Hell, if it’s so concrete, why would the President need a secret intelligence committee to slant the information they were getting from the CIA because it wasn’t incriminating enough?
Damn, if I’m gonna get any licks in, I’ll have to get here earlier. You guys have already kicked the living snot out of this. Now I’ll have sarcastic outrage constipation.
"The report of the joint congressional inquiry into the suicide hijackings on Sept. 11, 2001, to be published Thursday, reveals U.S. intelligence had no evidence that the Iraqi regime of Saddam Hussein was involved in the attacks, or that it had supported al-Qaida, United Press International has learned.
“The report shows there is no link between Iraq and al-Qaida,” said a government official who has seen the report.
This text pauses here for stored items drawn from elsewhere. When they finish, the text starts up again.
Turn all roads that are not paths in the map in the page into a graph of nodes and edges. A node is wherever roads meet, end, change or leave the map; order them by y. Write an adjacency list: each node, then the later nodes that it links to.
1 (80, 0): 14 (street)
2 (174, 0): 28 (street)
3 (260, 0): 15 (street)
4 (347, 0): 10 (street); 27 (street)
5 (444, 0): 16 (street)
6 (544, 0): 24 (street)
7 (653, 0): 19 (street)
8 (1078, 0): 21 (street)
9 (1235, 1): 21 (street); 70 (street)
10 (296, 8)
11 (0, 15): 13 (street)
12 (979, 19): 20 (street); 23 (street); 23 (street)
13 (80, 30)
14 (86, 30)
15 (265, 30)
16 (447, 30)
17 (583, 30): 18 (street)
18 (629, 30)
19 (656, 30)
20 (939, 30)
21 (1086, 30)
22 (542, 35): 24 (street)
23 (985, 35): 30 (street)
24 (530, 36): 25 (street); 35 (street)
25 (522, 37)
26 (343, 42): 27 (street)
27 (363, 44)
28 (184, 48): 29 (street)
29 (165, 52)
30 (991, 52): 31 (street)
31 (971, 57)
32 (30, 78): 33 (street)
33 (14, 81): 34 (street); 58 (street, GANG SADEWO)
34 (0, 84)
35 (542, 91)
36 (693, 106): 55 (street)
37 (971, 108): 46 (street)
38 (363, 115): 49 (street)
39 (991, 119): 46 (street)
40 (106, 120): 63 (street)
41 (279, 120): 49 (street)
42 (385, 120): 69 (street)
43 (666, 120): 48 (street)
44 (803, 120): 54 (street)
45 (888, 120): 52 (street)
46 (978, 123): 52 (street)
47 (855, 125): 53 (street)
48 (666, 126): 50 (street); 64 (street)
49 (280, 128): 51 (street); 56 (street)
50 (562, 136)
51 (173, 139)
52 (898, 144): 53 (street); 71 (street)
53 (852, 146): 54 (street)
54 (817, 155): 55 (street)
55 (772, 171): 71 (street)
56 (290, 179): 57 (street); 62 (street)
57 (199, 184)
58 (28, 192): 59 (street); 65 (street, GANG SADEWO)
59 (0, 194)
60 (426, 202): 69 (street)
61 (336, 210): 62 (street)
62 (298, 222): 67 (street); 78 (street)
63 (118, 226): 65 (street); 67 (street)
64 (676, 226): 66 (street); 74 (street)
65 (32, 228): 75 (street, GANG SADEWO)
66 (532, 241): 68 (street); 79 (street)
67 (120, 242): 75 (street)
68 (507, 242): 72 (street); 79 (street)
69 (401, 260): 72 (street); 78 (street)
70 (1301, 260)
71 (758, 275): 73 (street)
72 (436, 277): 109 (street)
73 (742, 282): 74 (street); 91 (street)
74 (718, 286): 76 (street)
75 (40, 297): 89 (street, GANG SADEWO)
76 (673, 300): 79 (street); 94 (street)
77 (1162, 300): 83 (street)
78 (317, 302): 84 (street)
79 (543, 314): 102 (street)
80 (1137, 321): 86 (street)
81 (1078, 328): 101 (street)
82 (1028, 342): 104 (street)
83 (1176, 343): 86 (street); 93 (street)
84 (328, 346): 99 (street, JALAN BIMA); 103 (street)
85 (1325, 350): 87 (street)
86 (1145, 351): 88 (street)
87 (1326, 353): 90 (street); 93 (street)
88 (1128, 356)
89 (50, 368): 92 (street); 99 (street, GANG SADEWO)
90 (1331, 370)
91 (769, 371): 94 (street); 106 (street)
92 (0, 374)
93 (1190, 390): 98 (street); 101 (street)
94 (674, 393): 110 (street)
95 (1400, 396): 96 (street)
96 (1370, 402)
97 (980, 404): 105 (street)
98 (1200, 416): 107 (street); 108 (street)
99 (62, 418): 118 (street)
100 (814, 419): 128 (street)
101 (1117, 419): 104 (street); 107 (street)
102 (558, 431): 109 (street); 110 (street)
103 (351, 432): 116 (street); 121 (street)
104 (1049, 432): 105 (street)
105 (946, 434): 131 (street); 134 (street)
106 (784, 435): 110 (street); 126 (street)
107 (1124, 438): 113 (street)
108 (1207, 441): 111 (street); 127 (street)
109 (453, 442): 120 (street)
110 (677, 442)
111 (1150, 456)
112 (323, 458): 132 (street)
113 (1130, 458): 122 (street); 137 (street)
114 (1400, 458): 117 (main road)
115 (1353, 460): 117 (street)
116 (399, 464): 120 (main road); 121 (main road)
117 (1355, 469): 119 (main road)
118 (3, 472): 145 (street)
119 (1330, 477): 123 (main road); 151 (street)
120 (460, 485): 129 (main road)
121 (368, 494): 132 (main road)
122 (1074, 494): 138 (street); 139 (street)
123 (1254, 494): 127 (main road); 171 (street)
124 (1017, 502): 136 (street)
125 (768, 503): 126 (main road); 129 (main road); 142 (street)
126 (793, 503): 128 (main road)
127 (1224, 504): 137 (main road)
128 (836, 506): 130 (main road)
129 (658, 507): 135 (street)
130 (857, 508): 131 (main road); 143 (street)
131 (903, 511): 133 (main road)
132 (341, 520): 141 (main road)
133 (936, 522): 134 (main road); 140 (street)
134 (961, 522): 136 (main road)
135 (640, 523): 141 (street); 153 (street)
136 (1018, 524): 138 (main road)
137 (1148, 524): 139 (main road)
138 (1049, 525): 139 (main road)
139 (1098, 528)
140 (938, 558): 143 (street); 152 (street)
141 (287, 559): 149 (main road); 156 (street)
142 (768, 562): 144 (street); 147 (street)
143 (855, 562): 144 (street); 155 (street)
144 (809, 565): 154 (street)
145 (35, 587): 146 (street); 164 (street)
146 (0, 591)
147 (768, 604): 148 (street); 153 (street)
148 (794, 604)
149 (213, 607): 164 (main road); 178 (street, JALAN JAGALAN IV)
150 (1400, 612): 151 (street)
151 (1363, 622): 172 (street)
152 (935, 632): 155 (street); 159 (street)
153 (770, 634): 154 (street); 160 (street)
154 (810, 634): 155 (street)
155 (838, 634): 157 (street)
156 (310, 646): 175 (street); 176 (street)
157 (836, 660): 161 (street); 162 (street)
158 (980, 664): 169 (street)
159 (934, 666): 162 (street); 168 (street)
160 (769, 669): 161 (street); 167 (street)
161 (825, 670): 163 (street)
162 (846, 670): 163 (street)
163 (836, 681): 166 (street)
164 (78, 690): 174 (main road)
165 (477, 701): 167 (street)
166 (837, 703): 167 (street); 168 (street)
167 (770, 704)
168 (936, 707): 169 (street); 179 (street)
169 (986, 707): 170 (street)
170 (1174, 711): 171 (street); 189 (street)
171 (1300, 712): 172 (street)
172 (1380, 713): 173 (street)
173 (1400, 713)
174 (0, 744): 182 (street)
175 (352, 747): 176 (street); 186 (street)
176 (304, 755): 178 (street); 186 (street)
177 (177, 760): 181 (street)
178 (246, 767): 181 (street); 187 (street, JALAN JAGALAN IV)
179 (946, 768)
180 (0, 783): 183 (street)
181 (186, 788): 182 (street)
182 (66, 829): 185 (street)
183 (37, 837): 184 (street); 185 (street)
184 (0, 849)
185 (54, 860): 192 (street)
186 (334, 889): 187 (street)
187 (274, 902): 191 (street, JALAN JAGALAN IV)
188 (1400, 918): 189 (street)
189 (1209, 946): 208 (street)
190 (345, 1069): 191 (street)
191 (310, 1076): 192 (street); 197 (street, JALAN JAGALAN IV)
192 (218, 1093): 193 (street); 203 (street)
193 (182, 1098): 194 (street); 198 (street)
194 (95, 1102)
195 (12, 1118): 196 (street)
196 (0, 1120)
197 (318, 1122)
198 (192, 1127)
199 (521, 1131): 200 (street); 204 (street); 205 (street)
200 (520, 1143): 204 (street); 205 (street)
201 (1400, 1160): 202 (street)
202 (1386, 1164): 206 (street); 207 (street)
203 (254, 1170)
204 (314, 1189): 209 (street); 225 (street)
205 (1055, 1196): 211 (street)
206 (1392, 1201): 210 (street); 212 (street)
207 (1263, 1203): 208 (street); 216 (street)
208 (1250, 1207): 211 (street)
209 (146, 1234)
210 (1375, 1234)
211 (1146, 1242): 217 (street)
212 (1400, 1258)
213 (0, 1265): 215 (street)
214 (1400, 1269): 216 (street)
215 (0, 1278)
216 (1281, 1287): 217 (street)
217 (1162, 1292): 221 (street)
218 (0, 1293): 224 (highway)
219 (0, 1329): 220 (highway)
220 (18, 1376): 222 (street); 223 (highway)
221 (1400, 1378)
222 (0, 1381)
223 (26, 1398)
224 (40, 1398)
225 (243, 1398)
Former Democratic Georgia Sen. Max Cleland, who was a member of the joint congressional committee that produced the report, confirmed the official’s statement.
Asked whether he believed the report will reveal that there was no connection between al-Qaida and Iraq, Cleland replied: “I do … There’s no connection, and that’s been confirmed by some of (al-Qaida leader Osama) bin Laden’s terrorist followers.”
The revelation is likely to embarrass the Bush administration, which made links between Saddam’s support for bin Laden – and the attendant possibility that Iraq might supply al-Qaida with weapons of mass destruction – a major plank of its case for war.
“The administration sold the connection (between Iraq and al-Qaida) to scare the pants off the American people and justify the war,” said Cleland. “What you’ve seen here is the manipulation of intelligence for political ends.”…
Wherein the trajectory of the shit intersects the locus of the fan.
Yeah, elucidator, this is amazing. I am so used to cringing every time I post, waiting for the freepers to flame me. Are we finally winning the war of truth over insanity?
I’m glad that rjung interjected a bit about the shady Office of Special Plans.
I hope that more people learn about it. Apparently it’s so indefensable that not even december has checked in to defend it. Can you imagine?